Server uses to much memory until crash in 1.18.1
CloudeLecaw opened this issue ยท 7 comments
Our Server has 22gb ram.
We tried to fill the map for a world with a bother of radius 5000
The ram increases instantly up the ram is filled completly and the server crashes because he is our of Memory.
Is there a chance to limit the amout of Ram used?
If not it needs to be fixed.
the inconsole text said ther where still 7 gb left but this is not the fact for us. the 7gb more ram are used for a secound miniserver bebcause the server source is splitted into two parts..
So what we would need is a setted max amount of RAM we can define for dynmap.
Any chance or possibillity for a fix?
PaperMC 1.18.1
Dynmap 3.3.0 Beta 2 (the latest for 1.18.1)
Here's my suggestions:
- Running out of memory when your JVM is configured for 22 GB but you say only 7 GB is being used is very broken - my first thought is your host doesn't have that much memory (e.g. you are letting your JVM think it can use 22 GB, but your host actually has 16 GB of memory). The virtual memory your host has available needs to be reduced by about 1 to 1.5GB when you determine how large Xmx can be - JVMs use memory besides that which is in the heap, and the JVM is just another process as far as Linux is concerned - if you hit the linux host's memory limit, the kernel's OOMKiller will kill the process without warning.
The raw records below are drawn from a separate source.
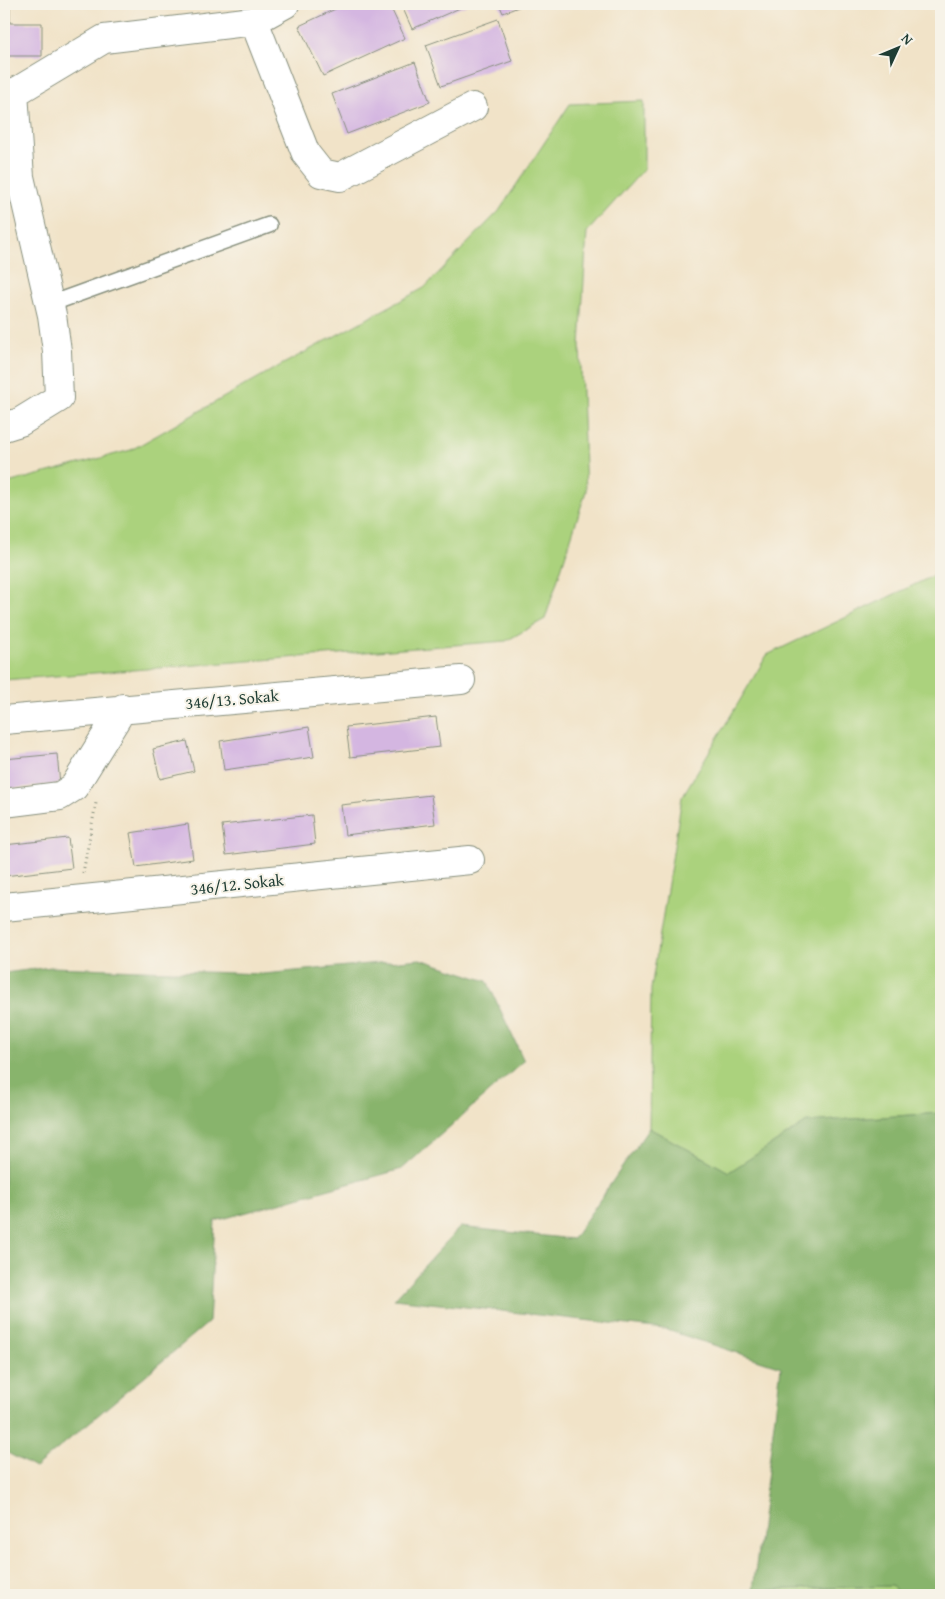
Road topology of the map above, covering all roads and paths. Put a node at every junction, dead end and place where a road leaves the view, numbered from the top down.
1 (285, 4) edge
2 (254, 21) junction
3 (9, 93) edge
4 (473, 107) dead end
5 (269, 225) dead end
6 (50, 304) junction
7 (4, 426) edge
8 (461, 680) dead end
9 (123, 708) junction
10 (4, 720) edge
11 (98, 795) dead end
12 (4, 803) edge
13 (470, 860) dead end
14 (80, 877) dead end
15 (4, 907) edge

1 - 2 street
2 - 3 street
2 - 4 street
3 - 6 street
5 - 6 lane
6 - 7 street
8 - 9 street, 346/13. Sokak
9 - 10 street, 346/13. Sokak
9 - 12 street
11 - 14 path
13 - 15 street, 346/12. Sokak

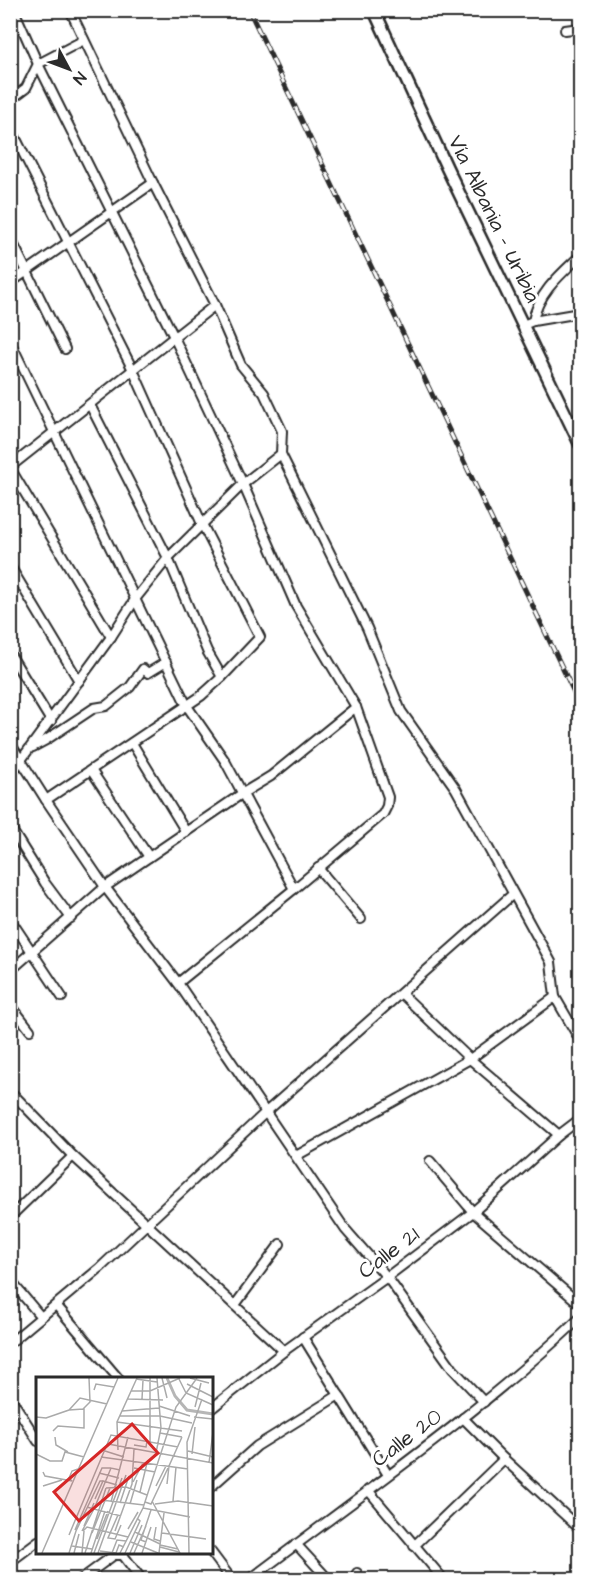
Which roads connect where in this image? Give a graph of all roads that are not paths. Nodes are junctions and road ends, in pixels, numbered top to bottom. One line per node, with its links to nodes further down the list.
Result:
1 (14, 10): 7 (street)
2 (70, 10): 6 (street)
3 (374, 10): 19 (main road, Vía Albania - Uribia)
4 (580, 28): 5 (street)
5 (565, 30)
6 (84, 40): 7 (street); 10 (street)
7 (38, 64): 8 (street); 11 (street)
8 (10, 100)
9 (10, 127): 13 (street)
10 (153, 183): 11 (street); 17 (street)
11 (112, 212): 13 (street); 20 (street)
12 (10, 237): 15 (street)
13 (68, 243): 15 (street); 23 (street)
14 (580, 256): 19 (street)
15 (27, 272): 16 (street); 22 (street)
16 (10, 283)
17 (214, 305): 20 (street); 27 (street)
18 (580, 313): 19 (street)
19 (528, 323): 26 (main road, Vía Albania - Uribia)
20 (174, 337): 23 (street); 29 (street)
21 (10, 341): 25 (street)
22 (65, 350)
23 (133, 370): 24 (street); 30 (street)
24 (90, 405): 25 (street); 31 (street)
25 (55, 432): 28 (street); 33 (street)
26 (580, 444)
27 (281, 454): 29 (street); 56 (street)
28 (10, 467): 34 (street)
29 (243, 484): 30 (street); 40 (street)
30 (202, 524): 31 (street); 37 (street)
31 (168, 558): 33 (street); 37 (street)
32 (10, 566): 38 (street)
33 (136, 598): 34 (street); 36 (street)
34 (111, 637): 38 (street)
35 (10, 654): 41 (street)
36 (166, 662): 39 (street); 44 (street)
37 (222, 677): 39 (street)
38 (79, 681): 41 (street)
39 (187, 706): 43 (street); 48 (street)
40 (356, 707): 48 (street); 53 (street)
41 (51, 721): 44 (street)
42 (10, 743): 45 (street)
43 (132, 743): 46 (street); 51 (street)
44 (32, 747): 45 (street)
45 (21, 759): 47 (street); 49 (street)
46 (91, 770): 49 (street); 52 (street)
47 (10, 775)
48 (243, 793): 51 (street); 55 (street)
49 (46, 800): 54 (street)
50 (10, 826): 57 (street)
51 (186, 832): 52 (street)
52 (149, 857): 54 (street)
53 (318, 868): 55 (street); 59 (street)
54 (105, 887): 57 (street); 62 (street)
55 (294, 889): 62 (street)
56 (513, 894): 63 (street); 65 (street)
57 (71, 918): 60 (street)
58 (10, 919): 60 (street)
59 (362, 919)
60 (31, 952): 61 (street); 64 (street)
61 (10, 971)
62 (178, 982): 71 (street)
63 (402, 994): 69 (street); 71 (street)
64 (62, 997)
65 (555, 997): 68 (street); 69 (street)
66 (10, 1004): 67 (street)
67 (30, 1030)
68 (580, 1040)
69 (470, 1059): 73 (street); 75 (street)
70 (10, 1091): 74 (street)
71 (266, 1112): 75 (street); 79 (street)
72 (580, 1119): 73 (street, Calle 21)
73 (559, 1135): 77 (street, Calle 21)
74 (73, 1156): 78 (street); 79 (street)
75 (296, 1156): 81 (street)
76 (430, 1161): 77 (street)
77 (473, 1212): 81 (street, Calle 21); 83 (street)
78 (10, 1217)
79 (147, 1225): 84 (street); 85 (street)
80 (280, 1244): 85 (street)
81 (387, 1277): 88 (street, Calle 21); 94 (street)
82 (10, 1280): 86 (street)
83 (580, 1304)
84 (56, 1305): 86 (street); 91 (street)
85 (235, 1305): 90 (street)
86 (41, 1317): 89 (street)
87 (580, 1318): 94 (street, Calle 20)
88 (303, 1337): 90 (street, Calle 21); 92 (street)
89 (10, 1343)
90 (284, 1351): 95 (street, Calle 21)
91 (117, 1377)
92 (339, 1395): 99 (street); 100 (street)
93 (10, 1397): 97 (street)
94 (484, 1402): 96 (street, Calle 20)
95 (213, 1407)
96 (463, 1418): 98 (street); 99 (street, Calle 20)
97 (36, 1438)
98 (504, 1459): 102 (street); 105 (street)
99 (388, 1475): 101 (street, Calle 20)
100 (213, 1485)
101 (368, 1490): 104 (street, Calle 20); 105 (street)
102 (580, 1529)
103 (36, 1542): 107 (street)
104 (296, 1544): 113 (street, Calle 20); 114 (street)
105 (414, 1546): 115 (street)
106 (212, 1554): 112 (street)
107 (10, 1562)
108 (10, 1569): 109 (street)
109 (18, 1580)
110 (80, 1580): 111 (street)
111 (142, 1580)
112 (232, 1580)
113 (249, 1580)
114 (329, 1580)
115 (444, 1580)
- The -Xmn setting is only 256M - I wouldn't suggest having this setting at all, as capping the young generation objects so much can also be causing problems
- For JVM flags, I'd suggest EITHER just the Xmx value (with Xms set to the same value), or use the 'Aikar flags) (Aikar is one of the prime guys on PaperMC, and has done loads of research on the 'best' flags for Minecraft servers) - see https://blog.airplane.gg/aikar-flags/ or https://aikar.co/2018/07/02/tuning-the-jvm-g1gc-garbage-collector-flags-for-minecraft/ (the latter being the original, which explains a lot of the details of his analysis
So what you the think is a issues?
We tested this reproducleable on the server now
with no other plugins installed (exept pex and latest protocollib) - same result..
So if you tested this with bigger maps(5gb+) then pls give a hind here.
Note: we result innthe same behave with the ram with worldborders fill plugin.
I have a PaperMC server running on a debian machine with 16GB of RAM. I have set the Xmx and Xms to 8GB.
I recently did a worldborder fill to a radius of 3500 blocks. Looking at the output of the top
command I saw that almost no memory was left ot the 16GB. In-game I got messages from the worldborder plugin that memory was full and that it is doing a cleanup (which freed about 1GB every time). the filling went through without any crashes although being a bit slower because of the limited memory. While doing dynmap fullrenders memory goes up too but it never crashes.
I observed that the whole minecraft server can take up a lot more memory than specified in the Xmx Xms flags so I would recommend setting it to about half of your actual available RAM. I remember that the server would crash in the past when I set the Xmx and Xms too close to the actual amount of RAM available in the past. Also now I use the 'Aikar flags' and since encountered way less problems.
I hope my experience can help you :D
"using all memory" is normal JVM behavior - you give it memory, it grows to use it, and it runs garbage collection when the junk memory accumulates enough to fill it - more memory, the less often this happens, but this is how Java has worked for the last 25 years...
Heap size (Xmx, Xms) is how much memory it will ask for from the OS - above and beyond the memory used by the native JVM components, libraries, and other task overhead: a minecraft server generally needs about 1 to 1.5 GB for this overhead, in addition to whatever memory is given to the heap (which is used for most java code related memory use, as opposed to the native use that is outside the JVM heap). If your host VM only allows N GB, you will want to set the heap of the JVM to between N-1 and N-1.5 GB, or else you WILL have problems with the JVM asking for memory from the host VM that it will not be given, which will also cause OOM conditions, or for it to be given more memory than the VM really has a quota for, which can cause the kernel to 'OOMKill' the JVM process (this often happens when more than one memory heavy process is started in the same host virtual machine, and their memory allocations exceed the total allowed.
"using all memory" is normal JVM behavior - you give it memory, it grows to use it
Much like with Linux: if there's free RAM, it'll use it as cache to speed up the system, but if a process requires that memory, the kernel frees it up for that process.
Running JVM with -Xmx22G
on a server with 22G of memory will cause OOM errors - this is expected and by design, even if you didn't have a second service running on the same machine. It is literally the expected behavior.
Set your -Xmx
to 8G on both servers you run, that will have 16GB allocated to JVM heap and leave 6GB of headroom for any other types of allocation, as well as I/O cache and other system services.